Either way, to sell out a 300-seat venue in four days is no mean feat, particularly with so many other venues vying for the public's attention in a Belfast brimming over with shows. So how does it feel to be in the centre of a hype storm?
'I didn't realise I was,' laughs Kennedy, fresh from signing off on the final edit of Made in Belfast at Ka-Boom Studios in Belfast. 'When we heard that the second screening had sold out in less than a week, it was hard to take in. But I'd much rather that than play to empty houses. It's overwhelming to realise that the demand is there, and that people want to see the film. I'm very grateful.'
First impressions of Kennedy is that he is an unflappable character, someone with a Zen-like approach to filmmaking and the promotional hoppla that comes with success. It's not necessarily the plaudits that he's after. (The businessman in him is more interested in how the sales agents react on Thursday, rather than family and friends.) For Kennedy, it is more about the sense of accomplishment one derives from achieving a creative vision, the satisfaction of a job well done.
'What we managed to achieve in such a tight time frame and on such a modest budget is quite incredible,' he reflects, allowing himself a fleeting moment of self-congratulation now that post-production is done and dusted. 'The film has got great performances from a great cast who tell the story well, I think, and that's all I was ever worried about.'
33-year-old, Belfast-based Kennedy is best known as an actor, and has spent the past ten years treading the boards around Ireland and working 'on TV sets and film sets with good directors and not-so-good directors'. Directing was always an ambition. 'I wanted to be like the good ones,' he muses. 'I knew how I wanted to treat people and how I would get the best out of my actors.'
A brush with Hollywood in 2008 – after he managed to sell his first screenplay to a Los Angeles-based studio – prepared him for life at the helm of a full-scale movie production.
'It was a Western that never got made, but to have had a script optioned was quite an achievement.
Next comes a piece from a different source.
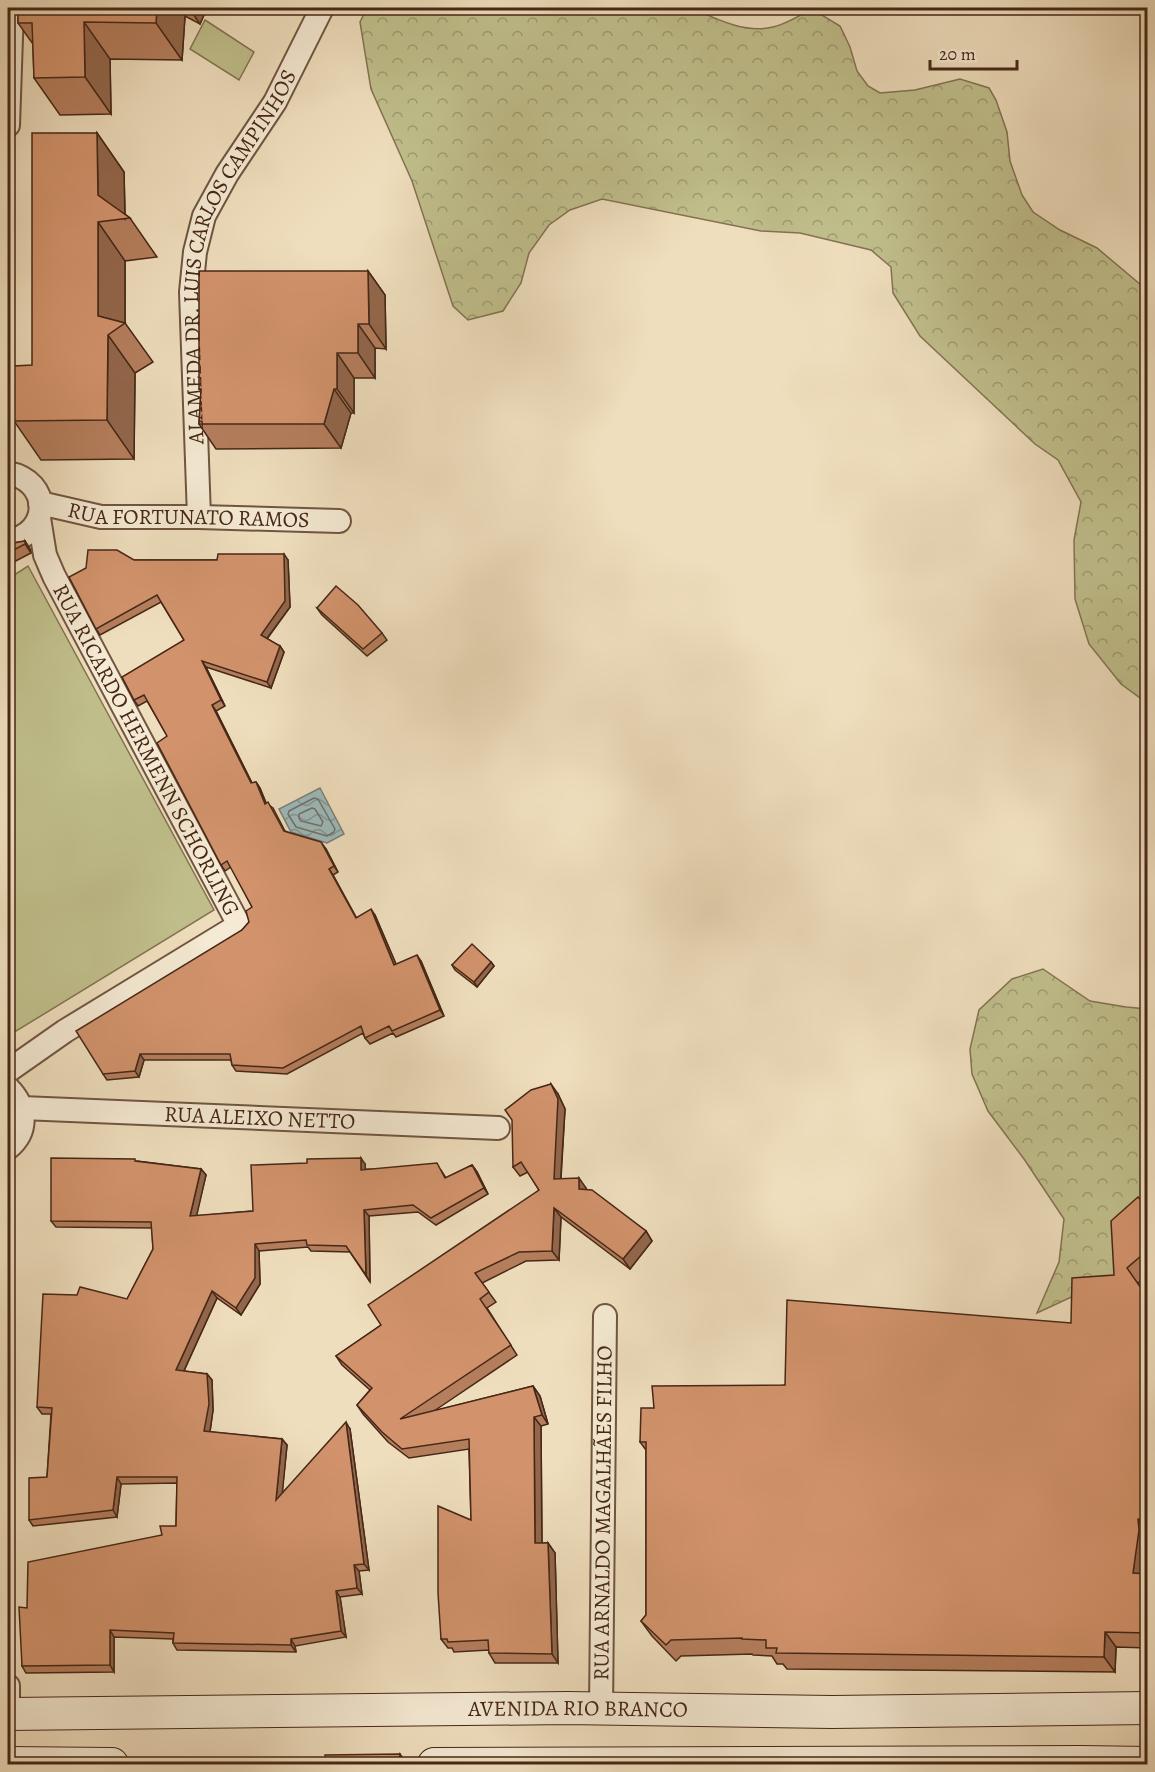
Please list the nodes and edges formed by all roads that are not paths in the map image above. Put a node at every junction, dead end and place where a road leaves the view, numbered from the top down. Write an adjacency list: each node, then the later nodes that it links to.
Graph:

It taught me a lot about the business of filmmaking. Once a script is optioned, it's an uphill struggle to try to raise finances. You start to deal with lawyers and that kind of thing. Nothing is ever straight-forward in this business. I didn't get burned or anything, I just had my eyes opened.'
A workshop back home, organised by Northern Ireland Screen in conjunction with the London-based Raindance Film Festival, provided Kennedy with the opportunity to develop a new filmmaking philosophy away from the cut and thrust of LA, a philosophy that enabled him to make Made in Belfast on a 'micro-budget'.
'That course really inspired me,' he recalls. 'It was all about how to make movies with very little money or experience. It taught me that you have to go at this thing with a positive mental attitude and trust that your film will get made. Yes, you will encounter a lot of negativity along the way, but you always have to keep in mind that you're going to do it.'
Made in Belfast is the story of Jack Kelly, a young writer who returns to Belfast from self-imposed exile in Paris for his father's funeral. There, the cast of Kelly's debut novel, also entitled Made in Belfast, are assembled – the friends and family he chose to write about, and who were not best pleased with the results.
The film stars Belfast actor Ciarán McMenamin (pictured above), a long-standing friend of Kennedy's, in the lead role, and was part financed by Northern Ireland Screen and a collection of well-meaning private investors, 'friends of friends, mainly'.
Kennedy began writing the screenplay in late 2011. 'It was something I had to get out of me, a story about Northern Ireland that was not about the Troubles.' When the first draft was completed, and Kennedy realised that it was good, he spent the next year working on it almost exclusively, revising drafts and assembling cast and crew.
Friends and acquaintances from the theatre world came on board, as well as a number of professional filmmakers like director of photography, Kevin Treacy, and Kennedy looks back on the shoot as a steep learning curve, but a process that he nevertheless enjoyed.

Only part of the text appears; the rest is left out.